EXERCISE OBJECTIVE
Exactly the lines from the start of the data through the line containing "font.textToGlyphs(s, strlen(s), SkTextEncoding::kUTF8, glyphs);" should be output, with both ends kept and nothing added.

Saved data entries
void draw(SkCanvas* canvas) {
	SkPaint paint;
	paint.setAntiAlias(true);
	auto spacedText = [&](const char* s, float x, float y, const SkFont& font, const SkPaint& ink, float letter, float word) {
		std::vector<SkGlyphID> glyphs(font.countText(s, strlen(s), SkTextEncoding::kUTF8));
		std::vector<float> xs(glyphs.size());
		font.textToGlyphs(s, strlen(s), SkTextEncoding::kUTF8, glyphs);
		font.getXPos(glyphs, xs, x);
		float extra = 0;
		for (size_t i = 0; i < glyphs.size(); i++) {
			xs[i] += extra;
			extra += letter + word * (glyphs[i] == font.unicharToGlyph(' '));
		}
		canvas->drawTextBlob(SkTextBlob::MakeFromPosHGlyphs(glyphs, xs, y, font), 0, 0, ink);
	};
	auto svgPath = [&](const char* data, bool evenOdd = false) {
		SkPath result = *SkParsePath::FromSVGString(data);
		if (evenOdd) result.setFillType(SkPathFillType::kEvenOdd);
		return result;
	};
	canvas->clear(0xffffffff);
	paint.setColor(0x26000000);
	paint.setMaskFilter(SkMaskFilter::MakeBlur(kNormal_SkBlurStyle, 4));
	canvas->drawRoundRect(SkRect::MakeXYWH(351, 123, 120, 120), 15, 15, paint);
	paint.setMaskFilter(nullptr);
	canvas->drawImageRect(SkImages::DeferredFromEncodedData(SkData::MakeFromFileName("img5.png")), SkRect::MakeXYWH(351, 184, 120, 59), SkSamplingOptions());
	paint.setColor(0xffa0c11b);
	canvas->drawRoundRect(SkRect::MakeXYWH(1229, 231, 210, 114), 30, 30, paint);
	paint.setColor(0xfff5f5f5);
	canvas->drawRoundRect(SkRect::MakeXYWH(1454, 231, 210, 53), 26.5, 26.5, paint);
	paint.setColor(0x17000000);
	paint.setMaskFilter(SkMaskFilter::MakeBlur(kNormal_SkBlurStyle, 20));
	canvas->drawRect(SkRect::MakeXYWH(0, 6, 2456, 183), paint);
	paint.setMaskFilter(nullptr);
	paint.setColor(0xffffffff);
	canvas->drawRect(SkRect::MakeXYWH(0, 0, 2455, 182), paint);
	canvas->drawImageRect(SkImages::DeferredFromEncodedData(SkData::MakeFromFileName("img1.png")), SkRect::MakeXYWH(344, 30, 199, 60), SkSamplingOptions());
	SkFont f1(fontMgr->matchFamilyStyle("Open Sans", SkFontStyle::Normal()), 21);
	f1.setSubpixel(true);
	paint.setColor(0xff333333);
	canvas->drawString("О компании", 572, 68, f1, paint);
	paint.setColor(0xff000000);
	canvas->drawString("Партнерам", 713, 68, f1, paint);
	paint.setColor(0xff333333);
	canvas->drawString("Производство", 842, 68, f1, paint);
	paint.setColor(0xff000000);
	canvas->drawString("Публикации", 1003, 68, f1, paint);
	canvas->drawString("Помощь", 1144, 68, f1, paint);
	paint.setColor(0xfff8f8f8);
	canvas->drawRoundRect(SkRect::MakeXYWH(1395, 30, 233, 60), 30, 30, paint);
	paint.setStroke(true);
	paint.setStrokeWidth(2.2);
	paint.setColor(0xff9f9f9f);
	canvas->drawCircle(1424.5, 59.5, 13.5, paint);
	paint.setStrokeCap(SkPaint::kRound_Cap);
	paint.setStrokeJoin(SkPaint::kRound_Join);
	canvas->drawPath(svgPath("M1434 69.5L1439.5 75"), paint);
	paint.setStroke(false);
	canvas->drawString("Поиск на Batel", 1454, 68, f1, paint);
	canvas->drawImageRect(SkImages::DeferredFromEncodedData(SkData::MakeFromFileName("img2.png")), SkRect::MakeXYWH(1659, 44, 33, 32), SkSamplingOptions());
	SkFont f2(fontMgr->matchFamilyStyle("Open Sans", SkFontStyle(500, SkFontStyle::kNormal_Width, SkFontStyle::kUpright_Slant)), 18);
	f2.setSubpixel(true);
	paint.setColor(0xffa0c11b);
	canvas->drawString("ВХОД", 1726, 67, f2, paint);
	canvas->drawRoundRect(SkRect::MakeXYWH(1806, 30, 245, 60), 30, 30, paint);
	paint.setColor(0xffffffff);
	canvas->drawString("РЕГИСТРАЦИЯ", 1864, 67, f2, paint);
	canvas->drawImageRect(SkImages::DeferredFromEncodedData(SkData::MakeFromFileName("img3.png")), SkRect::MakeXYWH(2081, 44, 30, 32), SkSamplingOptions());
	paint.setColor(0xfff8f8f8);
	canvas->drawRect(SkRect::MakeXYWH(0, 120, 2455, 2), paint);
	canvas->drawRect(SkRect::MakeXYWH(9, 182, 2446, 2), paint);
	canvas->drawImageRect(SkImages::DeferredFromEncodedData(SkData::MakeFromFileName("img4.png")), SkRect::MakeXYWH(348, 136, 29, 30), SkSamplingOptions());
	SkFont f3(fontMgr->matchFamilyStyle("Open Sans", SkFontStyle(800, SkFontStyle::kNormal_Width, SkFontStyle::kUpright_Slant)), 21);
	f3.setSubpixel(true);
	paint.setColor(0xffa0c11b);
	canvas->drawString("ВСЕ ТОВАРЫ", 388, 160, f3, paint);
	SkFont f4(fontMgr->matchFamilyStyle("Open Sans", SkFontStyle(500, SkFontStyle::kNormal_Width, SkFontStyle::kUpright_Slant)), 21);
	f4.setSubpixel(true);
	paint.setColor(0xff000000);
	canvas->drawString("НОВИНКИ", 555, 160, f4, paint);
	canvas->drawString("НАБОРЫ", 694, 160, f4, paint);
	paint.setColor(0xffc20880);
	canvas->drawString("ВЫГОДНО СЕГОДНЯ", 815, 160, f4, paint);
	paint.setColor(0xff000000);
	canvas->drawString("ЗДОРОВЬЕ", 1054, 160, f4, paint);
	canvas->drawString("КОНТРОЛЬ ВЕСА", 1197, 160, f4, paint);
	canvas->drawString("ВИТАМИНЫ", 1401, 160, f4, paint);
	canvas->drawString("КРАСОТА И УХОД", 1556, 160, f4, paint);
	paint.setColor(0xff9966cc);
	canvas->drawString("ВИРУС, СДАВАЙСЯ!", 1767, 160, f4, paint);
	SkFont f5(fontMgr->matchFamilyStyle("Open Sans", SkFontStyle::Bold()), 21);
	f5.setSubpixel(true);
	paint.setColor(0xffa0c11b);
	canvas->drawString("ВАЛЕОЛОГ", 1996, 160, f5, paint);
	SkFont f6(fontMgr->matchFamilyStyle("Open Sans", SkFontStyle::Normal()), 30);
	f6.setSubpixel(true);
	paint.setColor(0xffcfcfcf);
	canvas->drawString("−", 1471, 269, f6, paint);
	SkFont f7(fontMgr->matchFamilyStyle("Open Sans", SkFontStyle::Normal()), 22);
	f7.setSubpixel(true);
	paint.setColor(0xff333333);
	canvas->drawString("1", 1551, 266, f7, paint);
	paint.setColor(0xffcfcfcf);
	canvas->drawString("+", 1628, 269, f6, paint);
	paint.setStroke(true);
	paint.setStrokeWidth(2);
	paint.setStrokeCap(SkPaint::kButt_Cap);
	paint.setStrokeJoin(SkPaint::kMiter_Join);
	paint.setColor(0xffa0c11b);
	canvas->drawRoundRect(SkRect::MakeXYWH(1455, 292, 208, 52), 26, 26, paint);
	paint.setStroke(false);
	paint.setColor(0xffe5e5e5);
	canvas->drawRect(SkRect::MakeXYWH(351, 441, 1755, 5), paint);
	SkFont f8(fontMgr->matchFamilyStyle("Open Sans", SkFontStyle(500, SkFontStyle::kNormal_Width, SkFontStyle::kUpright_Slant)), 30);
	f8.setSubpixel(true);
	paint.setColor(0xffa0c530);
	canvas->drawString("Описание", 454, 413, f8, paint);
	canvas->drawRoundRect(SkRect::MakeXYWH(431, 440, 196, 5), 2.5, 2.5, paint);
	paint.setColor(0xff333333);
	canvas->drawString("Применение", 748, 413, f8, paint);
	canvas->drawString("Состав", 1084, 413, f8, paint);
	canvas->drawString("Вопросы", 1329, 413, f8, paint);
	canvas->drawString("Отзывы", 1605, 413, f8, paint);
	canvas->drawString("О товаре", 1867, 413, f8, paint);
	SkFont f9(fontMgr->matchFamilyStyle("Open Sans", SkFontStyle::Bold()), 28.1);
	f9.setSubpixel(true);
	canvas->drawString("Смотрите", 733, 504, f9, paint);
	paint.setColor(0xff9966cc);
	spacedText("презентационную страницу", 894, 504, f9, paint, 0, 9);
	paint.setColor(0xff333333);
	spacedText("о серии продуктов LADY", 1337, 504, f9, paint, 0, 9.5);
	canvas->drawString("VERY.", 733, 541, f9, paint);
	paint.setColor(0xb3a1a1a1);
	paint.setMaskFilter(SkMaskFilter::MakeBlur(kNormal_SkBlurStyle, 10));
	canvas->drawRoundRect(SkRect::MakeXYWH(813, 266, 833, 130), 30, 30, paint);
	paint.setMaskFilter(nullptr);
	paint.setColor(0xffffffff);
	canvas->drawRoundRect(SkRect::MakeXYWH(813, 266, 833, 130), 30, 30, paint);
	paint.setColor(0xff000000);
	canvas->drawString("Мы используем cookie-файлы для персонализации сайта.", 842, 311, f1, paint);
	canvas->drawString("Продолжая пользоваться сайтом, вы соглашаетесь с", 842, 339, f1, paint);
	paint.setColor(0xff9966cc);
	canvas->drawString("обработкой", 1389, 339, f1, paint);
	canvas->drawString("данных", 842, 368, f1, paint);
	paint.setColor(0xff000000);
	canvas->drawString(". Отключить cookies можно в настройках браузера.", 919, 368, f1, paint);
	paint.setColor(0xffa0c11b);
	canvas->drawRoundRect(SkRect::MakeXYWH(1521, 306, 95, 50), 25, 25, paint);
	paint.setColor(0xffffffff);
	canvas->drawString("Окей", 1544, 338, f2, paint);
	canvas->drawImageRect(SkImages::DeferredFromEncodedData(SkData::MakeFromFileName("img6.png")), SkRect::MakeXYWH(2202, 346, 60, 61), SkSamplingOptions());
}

FINISHED TASK
void draw(SkCanvas* canvas) {
	SkPaint paint;
	paint.setAntiAlias(true);
	auto spacedText = [&](const char* s, float x, float y, const SkFont& font, const SkPaint& ink, float letter, float word) {
		std::vector<SkGlyphID> glyphs(font.countText(s, strlen(s), SkTextEncoding::kUTF8));
		std::vector<float> xs(glyphs.size());
		font.textToGlyphs(s, strlen(s), SkTextEncoding::kUTF8, glyphs);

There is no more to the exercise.